## [WORK ORDER]
Please give, word for word, the line containing "puisi sudah tidak</text>" and every line that comes after it in the data below.

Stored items
---

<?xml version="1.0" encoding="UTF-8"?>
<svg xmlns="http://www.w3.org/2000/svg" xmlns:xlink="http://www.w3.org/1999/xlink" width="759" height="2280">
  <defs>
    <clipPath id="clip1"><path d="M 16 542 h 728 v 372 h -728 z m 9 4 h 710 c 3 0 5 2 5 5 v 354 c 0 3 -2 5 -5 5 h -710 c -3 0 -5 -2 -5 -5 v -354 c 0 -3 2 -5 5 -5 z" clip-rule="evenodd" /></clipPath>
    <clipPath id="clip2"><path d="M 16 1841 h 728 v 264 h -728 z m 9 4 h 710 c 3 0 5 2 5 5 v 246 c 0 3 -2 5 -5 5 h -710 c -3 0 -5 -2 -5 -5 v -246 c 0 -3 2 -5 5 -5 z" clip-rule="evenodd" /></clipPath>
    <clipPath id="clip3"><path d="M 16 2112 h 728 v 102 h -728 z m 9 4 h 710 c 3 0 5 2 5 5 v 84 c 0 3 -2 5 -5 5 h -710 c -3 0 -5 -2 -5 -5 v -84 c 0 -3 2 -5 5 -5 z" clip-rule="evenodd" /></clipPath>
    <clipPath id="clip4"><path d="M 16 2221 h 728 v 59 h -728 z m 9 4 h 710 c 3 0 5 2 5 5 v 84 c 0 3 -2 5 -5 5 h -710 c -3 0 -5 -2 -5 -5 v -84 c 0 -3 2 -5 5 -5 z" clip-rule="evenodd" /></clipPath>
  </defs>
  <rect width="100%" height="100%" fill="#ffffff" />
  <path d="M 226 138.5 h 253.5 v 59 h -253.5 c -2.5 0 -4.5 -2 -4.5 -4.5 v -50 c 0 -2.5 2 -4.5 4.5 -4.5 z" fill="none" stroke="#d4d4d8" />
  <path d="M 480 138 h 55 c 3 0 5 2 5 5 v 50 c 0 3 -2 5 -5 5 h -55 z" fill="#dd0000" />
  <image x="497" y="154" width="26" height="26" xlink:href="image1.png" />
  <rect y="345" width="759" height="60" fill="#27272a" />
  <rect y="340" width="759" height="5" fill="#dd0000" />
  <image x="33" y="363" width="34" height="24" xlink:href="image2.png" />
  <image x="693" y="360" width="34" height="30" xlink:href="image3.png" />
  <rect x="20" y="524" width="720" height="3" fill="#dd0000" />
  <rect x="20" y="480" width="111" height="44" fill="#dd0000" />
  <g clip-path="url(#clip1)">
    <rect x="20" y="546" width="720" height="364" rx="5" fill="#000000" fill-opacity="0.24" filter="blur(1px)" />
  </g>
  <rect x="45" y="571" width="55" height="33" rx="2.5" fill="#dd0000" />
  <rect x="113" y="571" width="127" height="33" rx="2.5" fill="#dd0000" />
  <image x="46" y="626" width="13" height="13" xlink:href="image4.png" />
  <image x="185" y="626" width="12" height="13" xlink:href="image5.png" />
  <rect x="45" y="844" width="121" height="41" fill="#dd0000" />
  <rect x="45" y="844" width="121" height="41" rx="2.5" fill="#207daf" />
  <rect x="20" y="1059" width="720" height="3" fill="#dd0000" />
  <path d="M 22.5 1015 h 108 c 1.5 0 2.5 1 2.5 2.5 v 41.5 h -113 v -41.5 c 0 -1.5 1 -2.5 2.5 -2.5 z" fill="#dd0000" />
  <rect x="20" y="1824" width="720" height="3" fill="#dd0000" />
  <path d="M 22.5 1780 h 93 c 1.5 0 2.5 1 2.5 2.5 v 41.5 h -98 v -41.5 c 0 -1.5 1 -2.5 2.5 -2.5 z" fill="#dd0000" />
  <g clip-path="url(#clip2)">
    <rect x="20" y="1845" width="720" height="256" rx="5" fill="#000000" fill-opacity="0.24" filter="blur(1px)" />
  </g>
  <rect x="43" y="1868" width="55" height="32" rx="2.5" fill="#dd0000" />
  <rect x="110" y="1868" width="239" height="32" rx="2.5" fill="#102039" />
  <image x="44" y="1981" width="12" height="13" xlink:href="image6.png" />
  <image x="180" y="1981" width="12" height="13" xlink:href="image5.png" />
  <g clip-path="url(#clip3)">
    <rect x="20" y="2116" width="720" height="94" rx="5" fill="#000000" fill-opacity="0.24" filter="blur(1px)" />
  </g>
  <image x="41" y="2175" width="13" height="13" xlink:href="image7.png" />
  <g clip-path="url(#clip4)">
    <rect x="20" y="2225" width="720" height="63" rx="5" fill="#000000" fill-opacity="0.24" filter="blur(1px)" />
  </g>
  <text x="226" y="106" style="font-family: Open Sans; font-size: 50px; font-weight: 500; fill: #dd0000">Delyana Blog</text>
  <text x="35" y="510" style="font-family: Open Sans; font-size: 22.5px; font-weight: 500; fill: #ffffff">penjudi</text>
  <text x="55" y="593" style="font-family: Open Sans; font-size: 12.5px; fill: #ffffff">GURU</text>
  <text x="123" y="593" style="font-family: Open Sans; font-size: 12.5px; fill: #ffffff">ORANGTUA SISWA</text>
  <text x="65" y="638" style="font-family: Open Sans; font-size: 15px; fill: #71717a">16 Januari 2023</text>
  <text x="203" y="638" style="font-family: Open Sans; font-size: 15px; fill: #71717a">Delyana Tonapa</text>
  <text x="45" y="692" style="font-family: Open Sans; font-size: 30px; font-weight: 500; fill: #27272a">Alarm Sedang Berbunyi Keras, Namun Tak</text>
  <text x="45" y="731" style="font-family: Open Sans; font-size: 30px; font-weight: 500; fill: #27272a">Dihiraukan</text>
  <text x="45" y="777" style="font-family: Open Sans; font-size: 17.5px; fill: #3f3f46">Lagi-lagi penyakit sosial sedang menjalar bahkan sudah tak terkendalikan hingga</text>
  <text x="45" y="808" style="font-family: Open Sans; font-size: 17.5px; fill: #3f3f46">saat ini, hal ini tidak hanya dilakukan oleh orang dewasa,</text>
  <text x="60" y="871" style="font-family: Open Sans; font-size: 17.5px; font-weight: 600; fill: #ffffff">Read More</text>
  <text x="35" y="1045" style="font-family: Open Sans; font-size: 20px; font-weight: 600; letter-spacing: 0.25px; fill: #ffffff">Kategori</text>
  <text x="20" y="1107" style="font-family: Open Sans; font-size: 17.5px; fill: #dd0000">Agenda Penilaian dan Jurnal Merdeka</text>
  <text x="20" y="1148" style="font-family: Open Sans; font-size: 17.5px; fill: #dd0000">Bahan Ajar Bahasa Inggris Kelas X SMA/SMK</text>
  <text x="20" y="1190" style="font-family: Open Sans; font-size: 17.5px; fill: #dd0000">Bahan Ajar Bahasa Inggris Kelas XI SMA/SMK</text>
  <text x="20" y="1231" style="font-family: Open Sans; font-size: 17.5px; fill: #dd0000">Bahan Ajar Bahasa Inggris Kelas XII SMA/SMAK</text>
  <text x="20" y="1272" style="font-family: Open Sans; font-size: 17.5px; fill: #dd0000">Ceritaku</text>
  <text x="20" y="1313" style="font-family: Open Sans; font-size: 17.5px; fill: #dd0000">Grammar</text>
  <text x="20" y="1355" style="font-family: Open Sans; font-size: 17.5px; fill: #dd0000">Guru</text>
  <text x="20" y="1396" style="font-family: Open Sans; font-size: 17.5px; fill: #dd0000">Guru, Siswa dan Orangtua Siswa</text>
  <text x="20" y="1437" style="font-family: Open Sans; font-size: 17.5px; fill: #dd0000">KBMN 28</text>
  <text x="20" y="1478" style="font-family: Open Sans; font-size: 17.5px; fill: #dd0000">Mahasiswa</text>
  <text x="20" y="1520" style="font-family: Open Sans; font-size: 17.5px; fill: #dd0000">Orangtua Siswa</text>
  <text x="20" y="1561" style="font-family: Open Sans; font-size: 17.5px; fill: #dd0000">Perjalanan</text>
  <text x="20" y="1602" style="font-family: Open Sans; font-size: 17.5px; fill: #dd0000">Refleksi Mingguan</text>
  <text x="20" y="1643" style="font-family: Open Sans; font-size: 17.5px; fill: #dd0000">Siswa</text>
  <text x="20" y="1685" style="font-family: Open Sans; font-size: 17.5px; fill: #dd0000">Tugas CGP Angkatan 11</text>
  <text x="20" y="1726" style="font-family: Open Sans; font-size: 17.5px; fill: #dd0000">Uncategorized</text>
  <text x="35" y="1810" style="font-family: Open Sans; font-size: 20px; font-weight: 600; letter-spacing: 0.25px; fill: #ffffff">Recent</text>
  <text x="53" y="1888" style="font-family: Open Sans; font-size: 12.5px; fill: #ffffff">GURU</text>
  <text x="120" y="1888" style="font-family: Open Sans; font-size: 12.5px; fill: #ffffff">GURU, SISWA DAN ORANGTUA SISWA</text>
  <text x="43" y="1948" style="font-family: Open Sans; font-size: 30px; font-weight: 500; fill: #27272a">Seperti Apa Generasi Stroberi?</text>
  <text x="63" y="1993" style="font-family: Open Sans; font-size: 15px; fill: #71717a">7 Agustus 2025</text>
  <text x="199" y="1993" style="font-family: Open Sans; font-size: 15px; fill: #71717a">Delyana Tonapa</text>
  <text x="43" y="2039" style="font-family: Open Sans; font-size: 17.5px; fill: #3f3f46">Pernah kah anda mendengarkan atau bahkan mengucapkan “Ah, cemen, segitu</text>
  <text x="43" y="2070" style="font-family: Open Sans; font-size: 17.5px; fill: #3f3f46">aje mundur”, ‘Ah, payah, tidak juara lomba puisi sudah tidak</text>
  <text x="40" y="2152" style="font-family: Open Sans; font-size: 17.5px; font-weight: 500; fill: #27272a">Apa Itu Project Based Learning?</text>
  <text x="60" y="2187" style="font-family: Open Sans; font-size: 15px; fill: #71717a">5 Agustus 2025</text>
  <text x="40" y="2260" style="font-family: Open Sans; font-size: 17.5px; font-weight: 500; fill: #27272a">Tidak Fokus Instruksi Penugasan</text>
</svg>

---

## [TASK SOLUTION]
  <text x="43" y="2070" style="font-family: Open Sans; font-size: 17.5px; fill: #3f3f46">aje mundur”, ‘Ah, payah, tidak juara lomba puisi sudah tidak</text>
  <text x="40" y="2152" style="font-family: Open Sans; font-size: 17.5px; font-weight: 500; fill: #27272a">Apa Itu Project Based Learning?</text>
  <text x="60" y="2187" style="font-family: Open Sans; font-size: 15px; fill: #71717a">5 Agustus 2025</text>
  <text x="40" y="2260" style="font-family: Open Sans; font-size: 17.5px; font-weight: 500; fill: #27272a">Tidak Fokus Instruksi Penugasan</text>
</svg>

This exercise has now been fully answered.